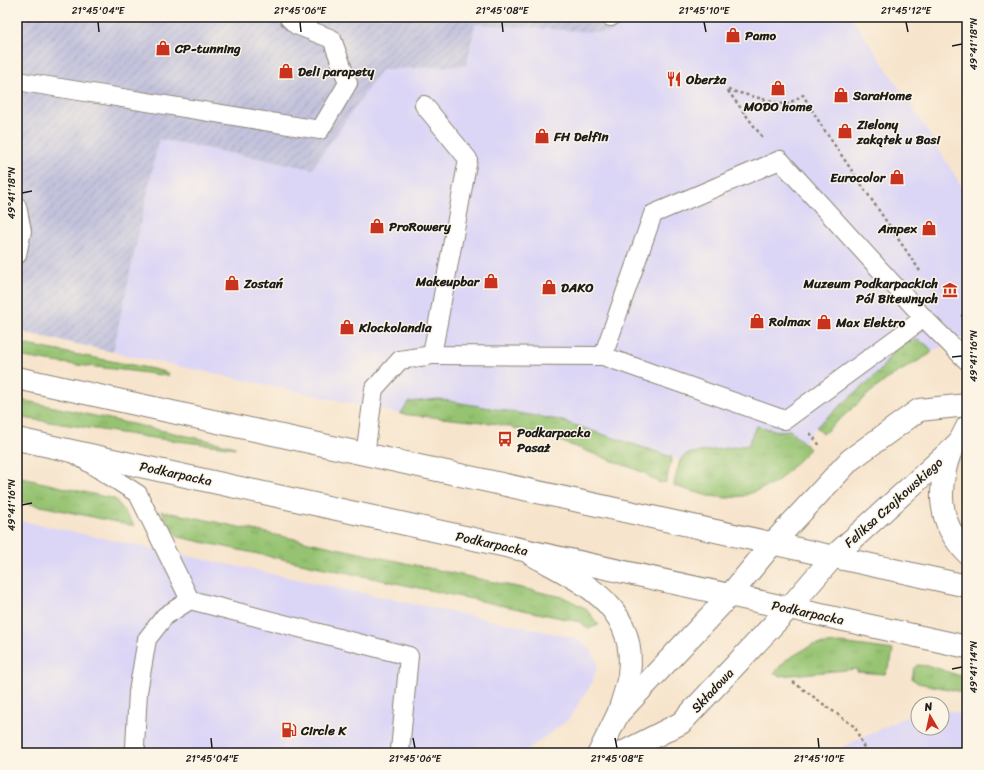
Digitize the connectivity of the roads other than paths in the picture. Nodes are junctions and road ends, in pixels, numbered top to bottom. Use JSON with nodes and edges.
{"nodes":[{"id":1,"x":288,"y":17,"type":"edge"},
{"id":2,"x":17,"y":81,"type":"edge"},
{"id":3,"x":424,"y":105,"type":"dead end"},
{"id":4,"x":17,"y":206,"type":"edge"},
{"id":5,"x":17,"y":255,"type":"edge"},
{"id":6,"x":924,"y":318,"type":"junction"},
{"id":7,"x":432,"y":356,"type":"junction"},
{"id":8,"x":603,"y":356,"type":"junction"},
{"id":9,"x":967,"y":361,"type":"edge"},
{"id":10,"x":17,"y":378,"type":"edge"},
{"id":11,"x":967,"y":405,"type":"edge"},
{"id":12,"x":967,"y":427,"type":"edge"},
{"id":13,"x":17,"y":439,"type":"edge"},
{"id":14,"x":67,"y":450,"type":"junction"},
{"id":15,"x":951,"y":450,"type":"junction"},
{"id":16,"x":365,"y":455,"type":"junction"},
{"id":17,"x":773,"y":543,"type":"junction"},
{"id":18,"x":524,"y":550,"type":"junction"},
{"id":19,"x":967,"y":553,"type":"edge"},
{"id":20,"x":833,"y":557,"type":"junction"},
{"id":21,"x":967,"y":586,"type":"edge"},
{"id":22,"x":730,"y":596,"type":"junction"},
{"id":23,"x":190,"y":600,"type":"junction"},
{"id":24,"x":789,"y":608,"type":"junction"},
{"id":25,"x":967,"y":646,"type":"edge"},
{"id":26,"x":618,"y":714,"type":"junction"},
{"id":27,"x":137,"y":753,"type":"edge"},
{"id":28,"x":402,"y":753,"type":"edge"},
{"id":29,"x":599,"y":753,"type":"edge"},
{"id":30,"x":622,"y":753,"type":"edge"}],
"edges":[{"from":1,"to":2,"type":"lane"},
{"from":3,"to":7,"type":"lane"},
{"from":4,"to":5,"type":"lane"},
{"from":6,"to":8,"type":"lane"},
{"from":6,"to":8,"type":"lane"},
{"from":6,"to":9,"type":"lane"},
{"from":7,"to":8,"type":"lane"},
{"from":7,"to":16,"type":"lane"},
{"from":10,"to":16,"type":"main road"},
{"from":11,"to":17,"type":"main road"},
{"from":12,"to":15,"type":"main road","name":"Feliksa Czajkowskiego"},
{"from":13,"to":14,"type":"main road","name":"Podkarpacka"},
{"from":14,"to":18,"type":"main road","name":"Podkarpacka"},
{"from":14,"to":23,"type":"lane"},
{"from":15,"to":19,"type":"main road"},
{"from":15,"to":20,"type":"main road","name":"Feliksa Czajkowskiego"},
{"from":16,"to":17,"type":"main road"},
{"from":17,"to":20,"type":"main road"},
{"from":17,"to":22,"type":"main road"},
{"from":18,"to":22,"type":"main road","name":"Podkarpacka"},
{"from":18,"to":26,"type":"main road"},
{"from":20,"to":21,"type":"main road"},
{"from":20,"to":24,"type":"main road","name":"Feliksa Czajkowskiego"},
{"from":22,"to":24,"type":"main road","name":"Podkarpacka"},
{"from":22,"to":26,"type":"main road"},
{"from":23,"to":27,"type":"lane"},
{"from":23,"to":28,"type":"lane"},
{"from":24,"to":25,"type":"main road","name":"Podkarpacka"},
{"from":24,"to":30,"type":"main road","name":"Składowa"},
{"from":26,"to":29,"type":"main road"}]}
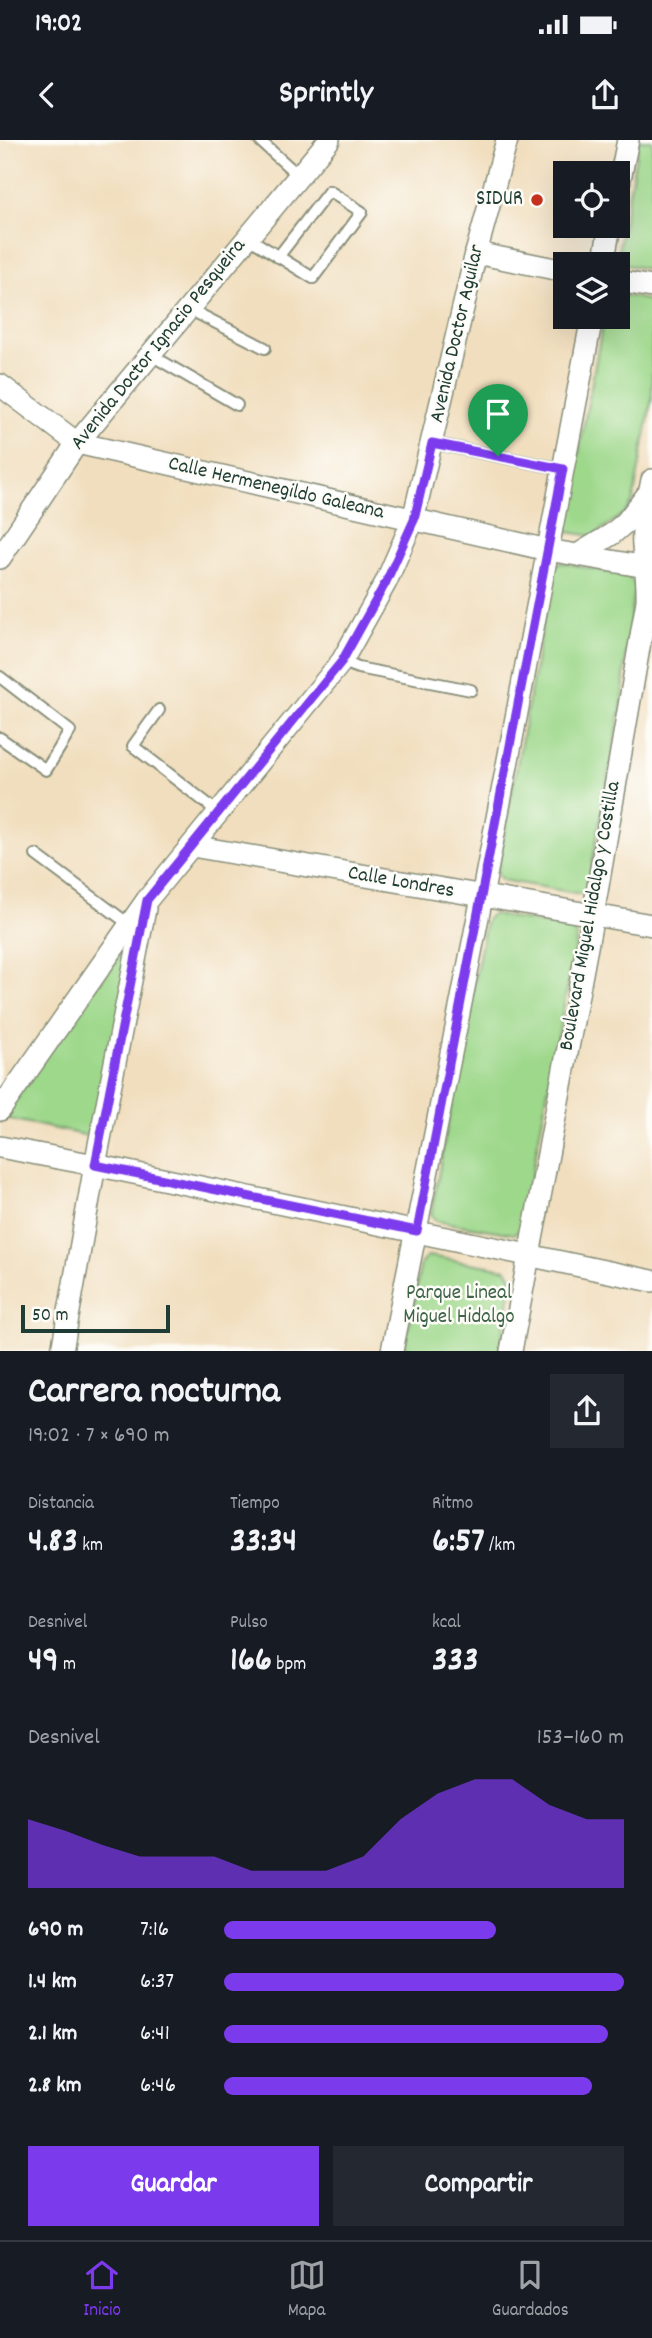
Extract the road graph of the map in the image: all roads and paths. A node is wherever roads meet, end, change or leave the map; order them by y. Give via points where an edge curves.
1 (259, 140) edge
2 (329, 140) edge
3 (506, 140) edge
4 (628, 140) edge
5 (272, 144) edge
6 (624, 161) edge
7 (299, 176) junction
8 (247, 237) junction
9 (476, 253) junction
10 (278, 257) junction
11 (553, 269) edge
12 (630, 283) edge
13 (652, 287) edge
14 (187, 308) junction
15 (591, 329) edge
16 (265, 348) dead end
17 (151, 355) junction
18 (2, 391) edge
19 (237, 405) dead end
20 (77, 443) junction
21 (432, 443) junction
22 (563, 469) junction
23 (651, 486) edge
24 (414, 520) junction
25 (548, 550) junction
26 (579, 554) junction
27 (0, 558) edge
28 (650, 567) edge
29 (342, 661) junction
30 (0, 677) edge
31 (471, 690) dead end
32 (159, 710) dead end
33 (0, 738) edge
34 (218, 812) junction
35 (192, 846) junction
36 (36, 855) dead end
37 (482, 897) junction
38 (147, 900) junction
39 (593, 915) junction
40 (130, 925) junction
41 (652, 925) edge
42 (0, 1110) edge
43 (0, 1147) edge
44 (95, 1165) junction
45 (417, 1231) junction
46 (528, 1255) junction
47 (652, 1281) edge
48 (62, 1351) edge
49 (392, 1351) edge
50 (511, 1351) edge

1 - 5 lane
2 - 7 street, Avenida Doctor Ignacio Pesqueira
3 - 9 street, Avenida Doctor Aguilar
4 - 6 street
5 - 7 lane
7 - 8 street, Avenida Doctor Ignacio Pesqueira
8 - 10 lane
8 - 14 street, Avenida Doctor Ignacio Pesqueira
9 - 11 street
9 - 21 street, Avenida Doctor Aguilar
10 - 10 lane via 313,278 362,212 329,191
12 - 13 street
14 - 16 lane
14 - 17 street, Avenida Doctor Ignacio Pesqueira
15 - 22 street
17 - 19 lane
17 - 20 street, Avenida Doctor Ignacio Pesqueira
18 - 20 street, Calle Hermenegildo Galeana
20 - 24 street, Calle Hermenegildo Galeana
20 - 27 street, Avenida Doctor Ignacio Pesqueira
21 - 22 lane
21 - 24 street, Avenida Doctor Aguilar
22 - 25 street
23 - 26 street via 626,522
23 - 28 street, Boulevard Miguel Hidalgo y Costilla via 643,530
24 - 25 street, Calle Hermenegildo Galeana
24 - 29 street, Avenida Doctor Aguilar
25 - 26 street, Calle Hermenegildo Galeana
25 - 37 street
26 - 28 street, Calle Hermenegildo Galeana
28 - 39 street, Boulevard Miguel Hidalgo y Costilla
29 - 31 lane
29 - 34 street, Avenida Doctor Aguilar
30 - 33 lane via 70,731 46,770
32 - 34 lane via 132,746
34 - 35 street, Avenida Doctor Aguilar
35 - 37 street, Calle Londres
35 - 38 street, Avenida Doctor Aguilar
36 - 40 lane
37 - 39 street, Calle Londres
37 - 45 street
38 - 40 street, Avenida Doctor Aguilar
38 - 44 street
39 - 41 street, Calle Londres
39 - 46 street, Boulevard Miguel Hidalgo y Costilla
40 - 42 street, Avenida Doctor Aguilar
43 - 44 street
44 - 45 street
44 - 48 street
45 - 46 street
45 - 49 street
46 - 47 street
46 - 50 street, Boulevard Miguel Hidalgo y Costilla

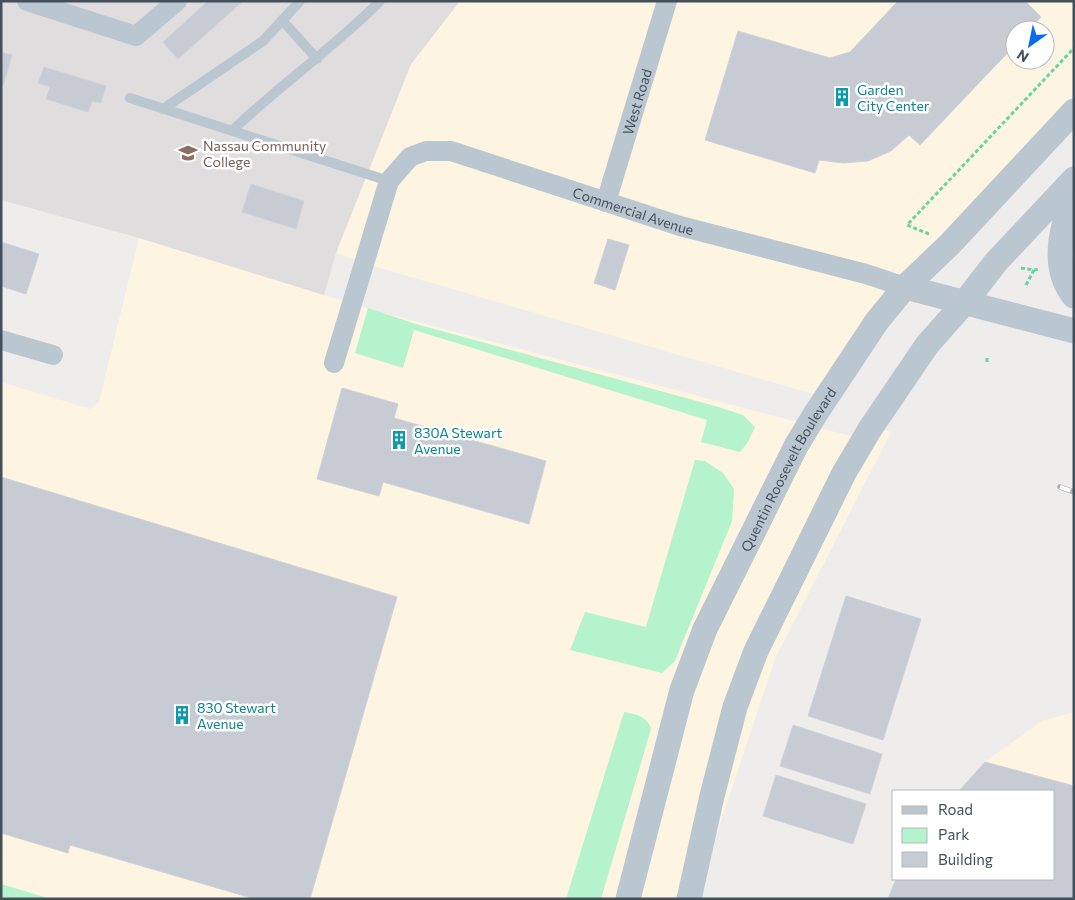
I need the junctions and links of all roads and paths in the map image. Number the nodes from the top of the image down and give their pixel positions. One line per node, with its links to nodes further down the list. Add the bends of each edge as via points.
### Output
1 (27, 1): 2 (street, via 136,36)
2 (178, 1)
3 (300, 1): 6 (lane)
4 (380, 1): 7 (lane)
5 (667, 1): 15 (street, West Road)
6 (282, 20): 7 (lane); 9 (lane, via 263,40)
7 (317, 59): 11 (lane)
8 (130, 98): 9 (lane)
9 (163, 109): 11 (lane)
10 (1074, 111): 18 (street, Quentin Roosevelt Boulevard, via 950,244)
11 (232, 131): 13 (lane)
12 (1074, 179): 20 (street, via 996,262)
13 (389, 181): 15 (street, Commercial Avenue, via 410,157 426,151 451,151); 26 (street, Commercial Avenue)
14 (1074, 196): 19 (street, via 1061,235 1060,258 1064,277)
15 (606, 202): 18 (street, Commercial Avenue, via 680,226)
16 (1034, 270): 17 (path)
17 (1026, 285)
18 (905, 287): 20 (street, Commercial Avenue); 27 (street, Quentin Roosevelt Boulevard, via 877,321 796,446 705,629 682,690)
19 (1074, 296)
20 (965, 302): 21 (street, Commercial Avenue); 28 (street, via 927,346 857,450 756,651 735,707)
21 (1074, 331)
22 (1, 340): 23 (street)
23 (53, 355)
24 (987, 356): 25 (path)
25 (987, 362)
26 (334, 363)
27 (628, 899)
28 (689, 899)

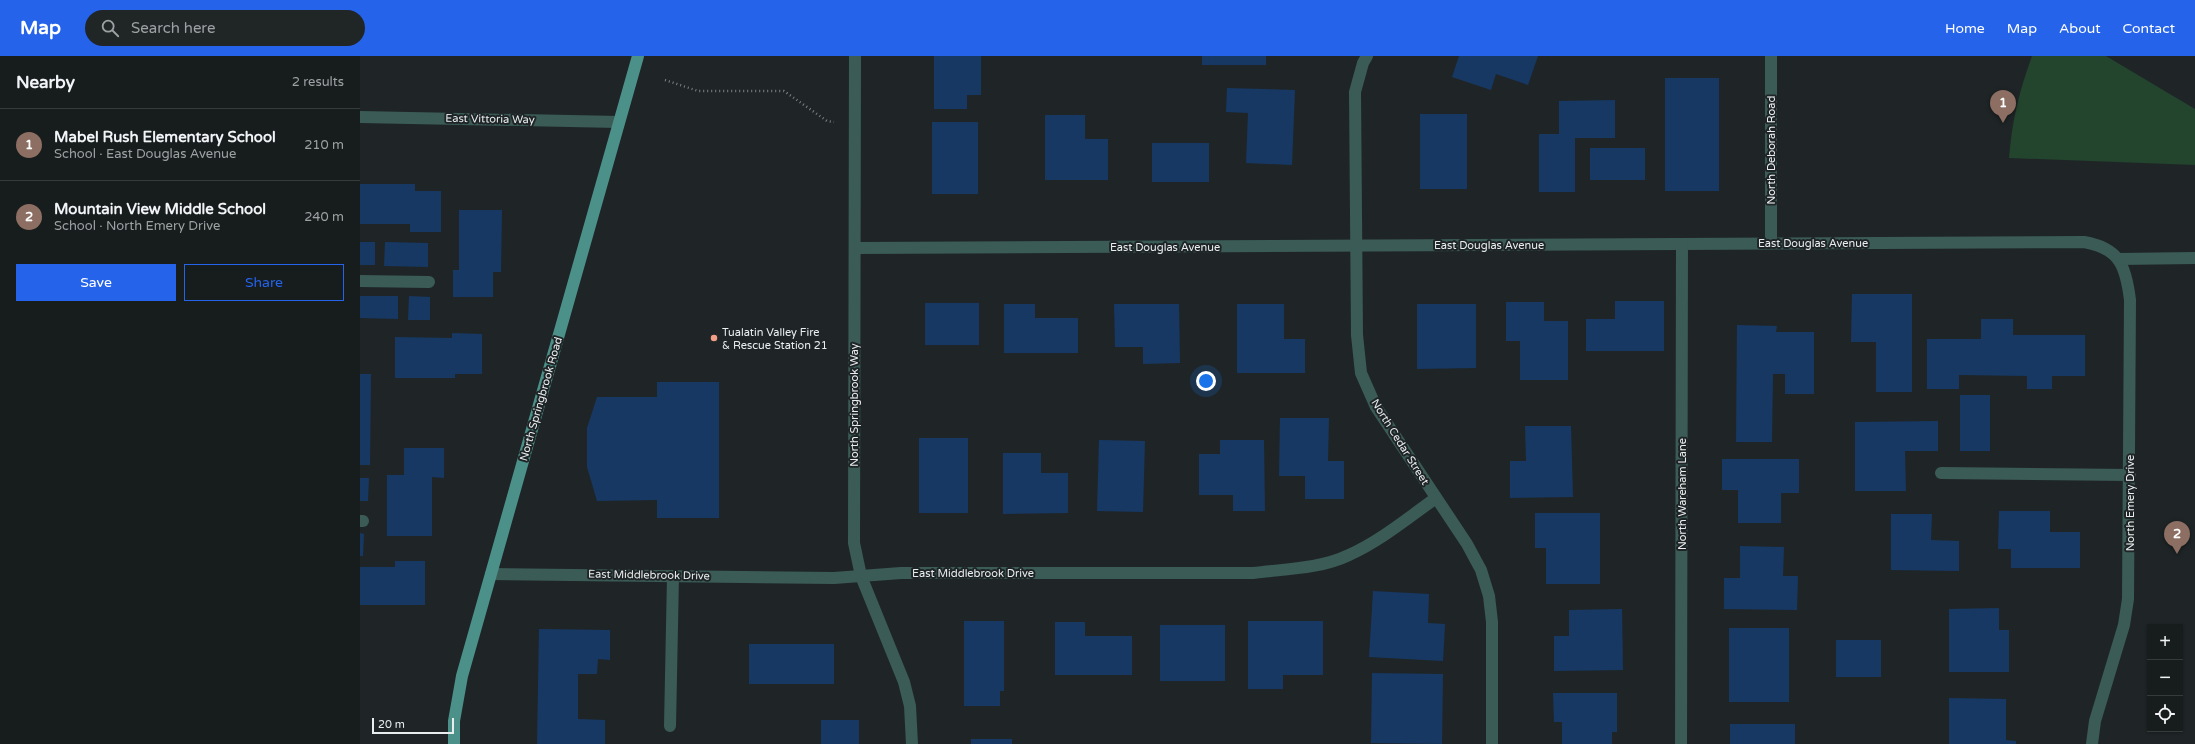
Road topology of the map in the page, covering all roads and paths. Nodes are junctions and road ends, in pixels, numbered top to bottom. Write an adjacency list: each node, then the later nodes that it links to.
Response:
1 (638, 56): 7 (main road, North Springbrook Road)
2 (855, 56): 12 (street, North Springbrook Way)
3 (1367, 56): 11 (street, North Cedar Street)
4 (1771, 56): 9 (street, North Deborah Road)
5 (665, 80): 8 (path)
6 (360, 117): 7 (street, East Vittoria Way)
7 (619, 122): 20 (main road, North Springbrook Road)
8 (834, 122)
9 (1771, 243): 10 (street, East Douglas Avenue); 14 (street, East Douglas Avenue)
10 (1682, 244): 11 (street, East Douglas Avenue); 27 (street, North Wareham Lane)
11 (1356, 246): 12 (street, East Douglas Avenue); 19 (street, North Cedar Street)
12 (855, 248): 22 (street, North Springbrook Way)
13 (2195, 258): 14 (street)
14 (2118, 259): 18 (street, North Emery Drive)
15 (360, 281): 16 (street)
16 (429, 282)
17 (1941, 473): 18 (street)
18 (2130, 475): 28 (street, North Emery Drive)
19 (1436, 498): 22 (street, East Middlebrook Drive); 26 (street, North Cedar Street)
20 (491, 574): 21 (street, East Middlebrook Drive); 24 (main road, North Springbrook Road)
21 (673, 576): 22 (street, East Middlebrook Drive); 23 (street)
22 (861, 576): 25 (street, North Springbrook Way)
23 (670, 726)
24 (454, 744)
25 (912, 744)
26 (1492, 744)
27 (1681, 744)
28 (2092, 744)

§ Exercise details
What is the number of lines in the listing that hold the word "Quentin"? Say only that number.

§ Answer for the task
2